Heuristic DNS detections in Azure Security Center | Azure Blog

We have heard from many customers about their challenges with detecting highly evasive threats. Today, we are discussing some of our more complex, heuristic techniques to detect malicious use of this vital protocol and how these detect key components of common real-world attacks.

We have heard from many customers about their challenges with detecting highly evasive threats. To help provide guidance, we published Windows DNS server logging for network forensics and the introduction of the Azure DNS Analytics solution. Today, we are discussing some of our more complex, heuristic techniques to detect malicious use of this vital protocol and how these detect key components of common real-world attacks.

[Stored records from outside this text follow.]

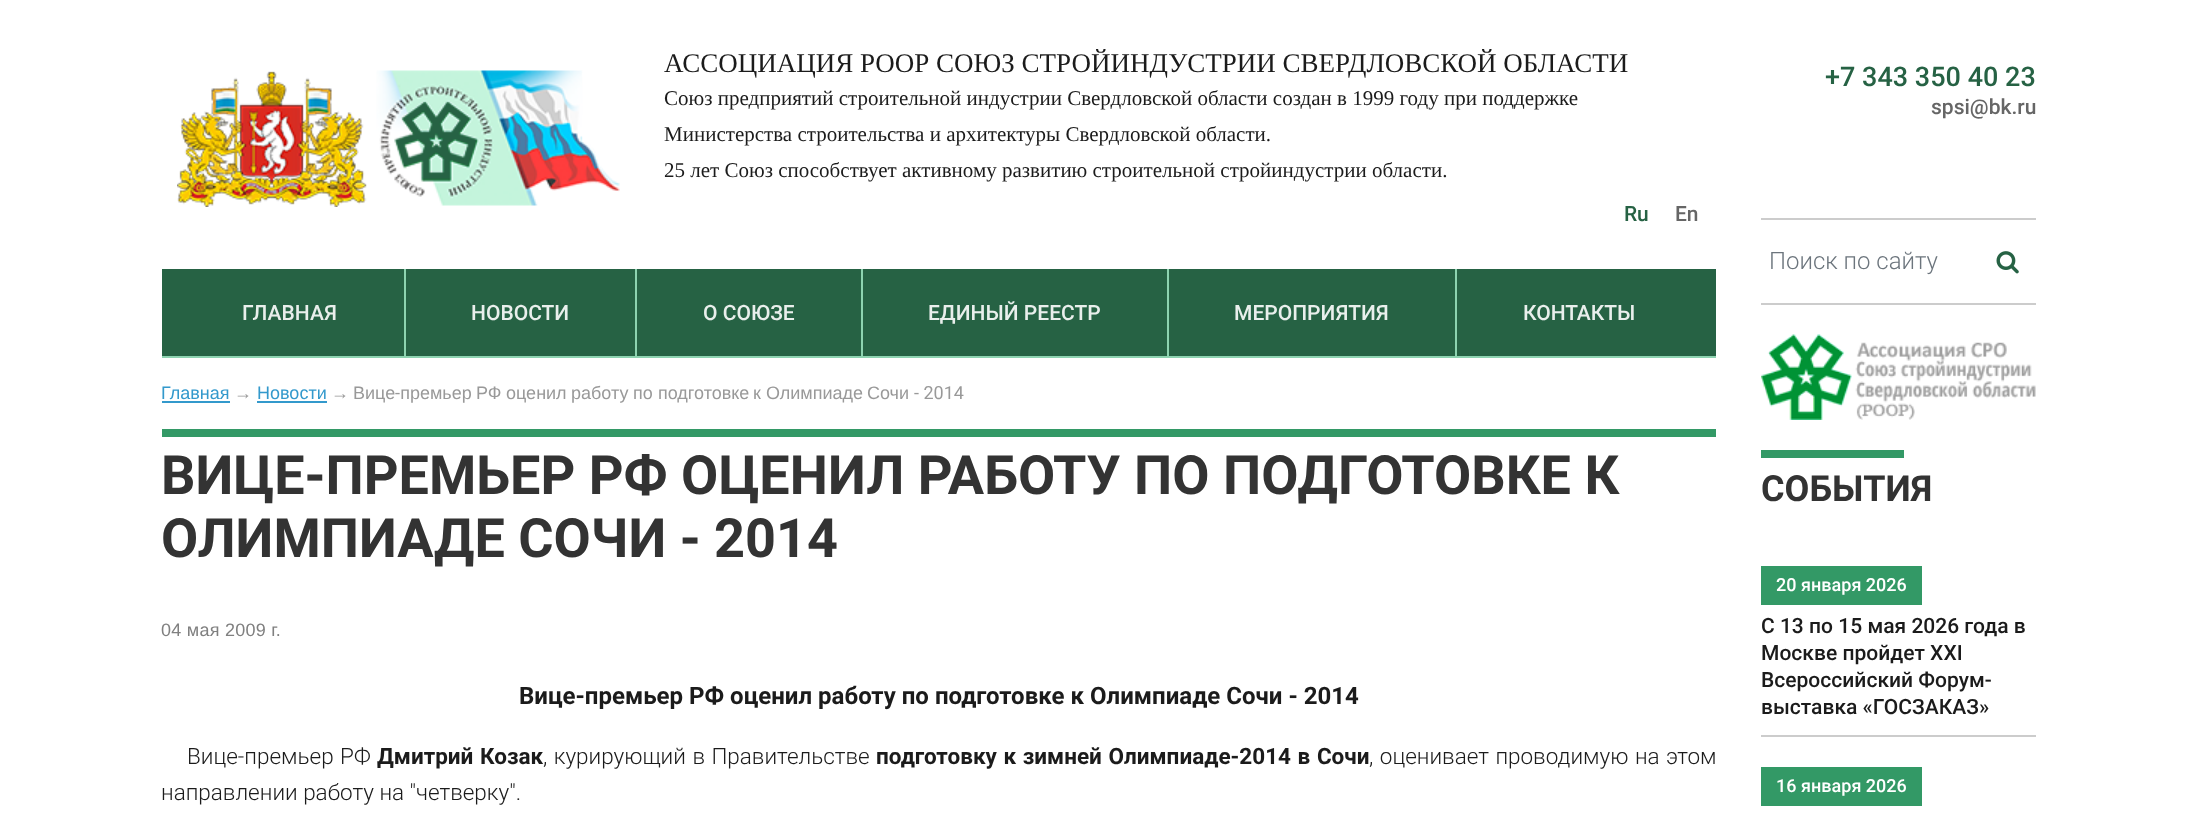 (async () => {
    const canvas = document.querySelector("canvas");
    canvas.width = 2197;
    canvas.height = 817;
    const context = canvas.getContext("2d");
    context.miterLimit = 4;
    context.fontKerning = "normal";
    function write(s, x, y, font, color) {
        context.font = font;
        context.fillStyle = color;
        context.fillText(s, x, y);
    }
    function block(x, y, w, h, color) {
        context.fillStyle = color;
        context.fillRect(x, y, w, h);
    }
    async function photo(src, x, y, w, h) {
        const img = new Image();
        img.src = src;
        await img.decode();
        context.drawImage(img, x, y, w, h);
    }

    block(0, 0, 2197, 817, "rgb(255, 255, 255)");
    await photo("media/1.png", 177, 70, 443, 137);
    write("АССОЦИАЦИЯ РООР СОЮЗ СТРОЙИНДУСТРИИ СВЕРДЛОВСКОЙ ОБЛАСТИ", 664, 72, "27px Liberation Serif", "rgb(27, 27, 27)");
    write("Союз предприятий строительной индустрии Свердловской области создан в 1999 году при поддержке", 664, 105, "21px Liberation Serif", "rgb(27, 27, 27)");
    write("Министерства строительства и архитектуры Свердловской области.", 664, 141, "21px Liberation Serif", "rgb(27, 27, 27)");
    write("25 лет Союз способствует активному развитию строительной стройиндустрии области.", 664, 177, "21px Liberation Serif", "rgb(27, 27, 27)");
    write("Ru", 1624, 221, "500 21px Roboto", "rgb(38, 98, 68)");
    write("En", 1675, 221, "500 21px Roboto", "rgb(102, 102, 102)");
    block(162, 269, 1554, 87, "rgb(38, 98, 68)");
    block(162, 356, 1554, 2, "rgb(141, 211, 176)");
    block(404, 269, 2, 87, "rgb(141, 211, 176)");
    write("ГЛАВНАЯ", 242, 320, "500 21px Roboto", "rgb(233, 239, 236)");
    block(635, 269, 2, 87, "rgb(141, 211, 176)");
    write("НОВОСТИ", 471, 320, "500 21px Roboto", "rgb(233, 239, 236)");
    block(861, 269, 2, 87, "rgb(141, 211, 176)");
    write("О СОЮЗЕ", 703, 320, "500 21px Roboto", "rgb(233, 239, 236)");
    block(1167, 269, 2, 87, "rgb(141, 211, 176)");
    write("ЕДИНЫЙ РЕЕСТР", 928, 320, "500 21px Roboto", "rgb(233, 239, 236)");
    block(1455, 269, 2, 87, "rgb(141, 211, 176)");
    write("МЕРОПРИЯТИЯ", 1234, 320, "500 21px Roboto", "rgb(233, 239, 236)");
    write("КОНТАКТЫ", 1523, 320, "500 21px Roboto", "rgb(233, 239, 236)");
    write("Главная", 161, 399, "18px Liberation Sans", "rgb(51, 153, 204)");
    block(162, 401, 68, 2, "rgb(51, 153, 204)");
    write("Новости", 257, 399, "18px Liberation Sans", "rgb(51, 153, 204)");
    block(257, 401, 70, 2, "rgb(51, 153, 204)");
    write("Вице премьер", 353, 399, "18px Liberation Sans", "rgb(153, 153, 153)");
    write("РФ", 476, 399, "18px Liberation Sans", "rgb(153, 153, 153)");
    write("оценил", 506, 399, "18px Liberation Sans", "rgb(153, 153, 153)");
    write("работу", 571, 399, "18px Liberation Sans", "rgb(153, 153, 153)");
    write("по", 633, 399, "18px Liberation Sans", "rgb(153, 153, 153)");
    write("подготовке", 658, 399, "18px Liberation Sans", "rgb(153, 153, 153)");
    write("к", 753, 399, "18px Liberation Sans", "rgb(153, 153, 153)");
    write("Олимпиаде", 766, 399, "18px Liberation Sans", "rgb(153, 153, 153)");
    write("Сочи", 867, 399, "18px Liberation Sans", "rgb(153, 153, 153)");
    write("- 2014", 914, 399, "18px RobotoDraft", "rgb(153, 153, 153)");
    write("→", 234, 399, "18px Liberation Sans", "rgb(153, 153, 153)");
    write("→", 331, 399, "18px Liberation Sans", "rgb(153, 153, 153)");
    write("-", 395, 399, "18px RobotoDraft", "rgb(153, 153, 153)");
    block(162, 429, 1554, 8, "rgb(51, 153, 102)");
    write("ВИЦЕ-ПРЕМЬЕР РФ ОЦЕНИЛ РАБОТУ ПО ПОДГОТОВКЕ К", 161, 494, "bold 54px Roboto", "rgb(51, 51, 51)");
    write("ОЛИМПИАДЕ СОЧИ - 2014", 161, 557, "bold 54px Roboto", "rgb(51, 51, 51)");
    context.letterSpacing = "0.25px";
    write("04 мая 2009 г.", 161, 636, "18px Liberation Sans", "rgb(128, 128, 128)");
    context.letterSpacing = "0px";
    write("Вице-премьер РФ оценил работу по подготовке к Олимпиаде Сочи - 2014", 519, 704, "bold 24px Roboto", "rgb(27, 27, 27)");
    context.wordSpacing = "1px";
    write("Вице-премьер РФ", 187, 764, "300 22.5px Roboto", "rgb(27, 27, 27)");
    write("Дмитрий Козак", 377, 764, "bold 22.5px Roboto", "rgb(27, 27, 27)");
    write(", курирующий в Правительстве", 543, 764, "300 22.5px Roboto", "rgb(27, 27, 27)");
    write("подготовку к зимней Олимпиаде-2014 в Сочи", 876, 764, "bold 22.5px Roboto", "rgb(27, 27, 27)");
    write(", оценивает проводимую на этом", 1369, 764, "300 22.5px Roboto", "rgb(27, 27, 27)");
    context.wordSpacing = "0px";
    write("направлении работу на \"четверку\".", 161, 800, "300 22.5px Roboto", "rgb(27, 27, 27)");
    write("+7 343 350 40 23", 1825, 86, "500 27px Roboto", "rgb(38, 98, 68)");
    write("spsi@bk.ru", 1931, 114, "500 21px Roboto", "rgb(102, 102, 102)");
    block(1761, 218, 275, 2, "rgb(204, 204, 204)");
    block(1761, 303, 275, 2, "rgb(204, 204, 204)");
    write("Поиск по сайту", 1769, 269, "300 24px Roboto", "rgb(108, 117, 125)");
    await photo("media/2.png", 1996, 251, 23, 23);
    await photo("media/3.png", 1761, 334, 275, 86);
    block(1761, 450, 143, 8, "rgb(51, 153, 102)");
    write("СОБЫТИЯ", 1761, 501, "bold 36px Roboto", "rgb(51, 51, 51)");
    block(1761, 735, 275, 2, "rgb(204, 204, 204)");
    block(1761, 566, 161, 39, "rgb(51, 153, 102)");
    write("20 января 2026", 1776, 591, "500 18px Roboto", "rgb(255, 255, 255)");
    write("С 13 по 15 мая 2026 года в", 1761, 633, "500 21px Roboto", "rgb(27, 27, 27)");
    write("Москве пройдет XXI", 1761, 660, "500 21px Roboto", "rgb(27, 27, 27)");
    write("Всероссийский Форум-", 1761, 687, "500 21px Roboto", "rgb(27, 27, 27)");
    write("выставка «ГОСЗАКАЗ»", 1761, 714, "500 21px Roboto", "rgb(27, 27, 27)");
    block(1761, 767, 161, 39, "rgb(51, 153, 102)");
    write("16 января 2026", 1776, 792, "500 18px Roboto", "rgb(255, 255, 255)");
})();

These analytics focus on behavior that is common to a variety of attacks, ranging from advanced targeted intrusions to the more mundane worms, botnets and ransomware. Such techniques are designed to complement more concrete signature-based detection, giving the opportunity to identify such behavior prior to the deployment of analyst driven rules. This is especially important in the case of targeted attacks, where time to detection of such activity is typically measured in months. The longer an attacker has access to a network, the more expensive the eventual clean-up and removal process becomes. Similarly, while rule-based detection of ransomware is normally available within a few days of an outbreak, this is often too late to avoid significant brand and financial damage for many organizations.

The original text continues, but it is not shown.